━━━ INPUT RECORDS

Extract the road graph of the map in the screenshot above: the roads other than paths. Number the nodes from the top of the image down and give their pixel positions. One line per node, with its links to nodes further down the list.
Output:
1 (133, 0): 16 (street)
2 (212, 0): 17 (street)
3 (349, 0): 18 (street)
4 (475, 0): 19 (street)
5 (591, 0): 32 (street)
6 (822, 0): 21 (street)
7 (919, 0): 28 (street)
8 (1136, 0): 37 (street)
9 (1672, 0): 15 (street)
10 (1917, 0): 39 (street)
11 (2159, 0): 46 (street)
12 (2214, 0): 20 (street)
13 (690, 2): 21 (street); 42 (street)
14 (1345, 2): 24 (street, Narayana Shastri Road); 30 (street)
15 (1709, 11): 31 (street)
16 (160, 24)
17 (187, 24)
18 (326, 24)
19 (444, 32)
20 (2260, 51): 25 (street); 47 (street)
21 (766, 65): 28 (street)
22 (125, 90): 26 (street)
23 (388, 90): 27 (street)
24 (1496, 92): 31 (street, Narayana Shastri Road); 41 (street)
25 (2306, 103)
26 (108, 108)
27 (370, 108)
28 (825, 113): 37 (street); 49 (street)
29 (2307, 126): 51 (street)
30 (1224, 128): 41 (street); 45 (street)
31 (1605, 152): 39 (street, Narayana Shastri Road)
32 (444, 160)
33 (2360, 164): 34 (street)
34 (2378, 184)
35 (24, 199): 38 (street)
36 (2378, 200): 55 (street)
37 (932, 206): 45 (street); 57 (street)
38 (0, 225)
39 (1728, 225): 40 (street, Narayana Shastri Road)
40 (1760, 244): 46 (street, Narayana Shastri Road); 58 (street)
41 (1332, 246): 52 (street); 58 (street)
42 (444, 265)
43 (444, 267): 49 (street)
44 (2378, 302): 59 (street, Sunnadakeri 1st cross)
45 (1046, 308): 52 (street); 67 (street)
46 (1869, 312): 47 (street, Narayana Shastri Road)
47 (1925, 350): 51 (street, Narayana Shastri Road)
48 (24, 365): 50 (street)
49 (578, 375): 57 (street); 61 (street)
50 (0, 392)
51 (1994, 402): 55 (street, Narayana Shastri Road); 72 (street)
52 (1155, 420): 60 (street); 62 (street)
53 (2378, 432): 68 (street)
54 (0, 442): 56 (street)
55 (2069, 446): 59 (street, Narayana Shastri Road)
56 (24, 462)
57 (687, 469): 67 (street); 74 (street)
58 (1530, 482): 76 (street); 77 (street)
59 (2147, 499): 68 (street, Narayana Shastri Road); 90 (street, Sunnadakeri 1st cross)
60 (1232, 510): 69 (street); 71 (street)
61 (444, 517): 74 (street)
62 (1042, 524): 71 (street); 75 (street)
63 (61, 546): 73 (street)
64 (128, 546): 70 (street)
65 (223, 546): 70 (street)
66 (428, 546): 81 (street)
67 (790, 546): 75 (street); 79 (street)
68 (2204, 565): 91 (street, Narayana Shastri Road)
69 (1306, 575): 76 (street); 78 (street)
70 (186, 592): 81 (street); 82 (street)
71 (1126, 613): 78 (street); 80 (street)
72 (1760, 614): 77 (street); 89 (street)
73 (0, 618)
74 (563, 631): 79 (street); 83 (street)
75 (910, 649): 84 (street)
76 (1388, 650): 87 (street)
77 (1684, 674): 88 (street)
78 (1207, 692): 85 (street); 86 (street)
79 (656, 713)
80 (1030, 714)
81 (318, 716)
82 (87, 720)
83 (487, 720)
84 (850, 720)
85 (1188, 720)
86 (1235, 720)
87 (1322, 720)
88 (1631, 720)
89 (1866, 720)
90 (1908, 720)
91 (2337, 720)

━━━━━━

## EXERCISE DETAILS
A complete, exact repeat of the records is the required answer.

## EXERCISE SOLUTION
Extract the road graph of the map in the screenshot above: the roads other than paths. Number the nodes from the top of the image down and give their pixel positions. One line per node, with its links to nodes further down the list.
Output:
1 (133, 0): 16 (street)
2 (212, 0): 17 (street)
3 (349, 0): 18 (street)
4 (475, 0): 19 (street)
5 (591, 0): 32 (street)
6 (822, 0): 21 (street)
7 (919, 0): 28 (street)
8 (1136, 0): 37 (street)
9 (1672, 0): 15 (street)
10 (1917, 0): 39 (street)
11 (2159, 0): 46 (street)
12 (2214, 0): 20 (street)
13 (690, 2): 21 (street); 42 (street)
14 (1345, 2): 24 (street, Narayana Shastri Road); 30 (street)
15 (1709, 11): 31 (street)
16 (160, 24)
17 (187, 24)
18 (326, 24)
19 (444, 32)
20 (2260, 51): 25 (street); 47 (street)
21 (766, 65): 28 (street)
22 (125, 90): 26 (street)
23 (388, 90): 27 (street)
24 (1496, 92): 31 (street, Narayana Shastri Road); 41 (street)
25 (2306, 103)
26 (108, 108)
27 (370, 108)
28 (825, 113): 37 (street); 49 (street)
29 (2307, 126): 51 (street)
30 (1224, 128): 41 (street); 45 (street)
31 (1605, 152): 39 (street, Narayana Shastri Road)
32 (444, 160)
33 (2360, 164): 34 (street)
34 (2378, 184)
35 (24, 199): 38 (street)
36 (2378, 200): 55 (street)
37 (932, 206): 45 (street); 57 (street)
38 (0, 225)
39 (1728, 225): 40 (street, Narayana Shastri Road)
40 (1760, 244): 46 (street, Narayana Shastri Road); 58 (street)
41 (1332, 246): 52 (street); 58 (street)
42 (444, 265)
43 (444, 267): 49 (street)
44 (2378, 302): 59 (street, Sunnadakeri 1st cross)
45 (1046, 308): 52 (street); 67 (street)
46 (1869, 312): 47 (street, Narayana Shastri Road)
47 (1925, 350): 51 (street, Narayana Shastri Road)
48 (24, 365): 50 (street)
49 (578, 375): 57 (street); 61 (street)
50 (0, 392)
51 (1994, 402): 55 (street, Narayana Shastri Road); 72 (street)
52 (1155, 420): 60 (street); 62 (street)
53 (2378, 432): 68 (street)
54 (0, 442): 56 (street)
55 (2069, 446): 59 (street, Narayana Shastri Road)
56 (24, 462)
57 (687, 469): 67 (street); 74 (street)
58 (1530, 482): 76 (street); 77 (street)
59 (2147, 499): 68 (street, Narayana Shastri Road); 90 (street, Sunnadakeri 1st cross)
60 (1232, 510): 69 (street); 71 (street)
61 (444, 517): 74 (street)
62 (1042, 524): 71 (street); 75 (street)
63 (61, 546): 73 (street)
64 (128, 546): 70 (street)
65 (223, 546): 70 (street)
66 (428, 546): 81 (street)
67 (790, 546): 75 (street); 79 (street)
68 (2204, 565): 91 (street, Narayana Shastri Road)
69 (1306, 575): 76 (street); 78 (street)
70 (186, 592): 81 (street); 82 (street)
71 (1126, 613): 78 (street); 80 (street)
72 (1760, 614): 77 (street); 89 (street)
73 (0, 618)
74 (563, 631): 79 (street); 83 (street)
75 (910, 649): 84 (street)
76 (1388, 650): 87 (street)
77 (1684, 674): 88 (street)
78 (1207, 692): 85 (street); 86 (street)
79 (656, 713)
80 (1030, 714)
81 (318, 716)
82 (87, 720)
83 (487, 720)
84 (850, 720)
85 (1188, 720)
86 (1235, 720)
87 (1322, 720)
88 (1631, 720)
89 (1866, 720)
90 (1908, 720)
91 (2337, 720)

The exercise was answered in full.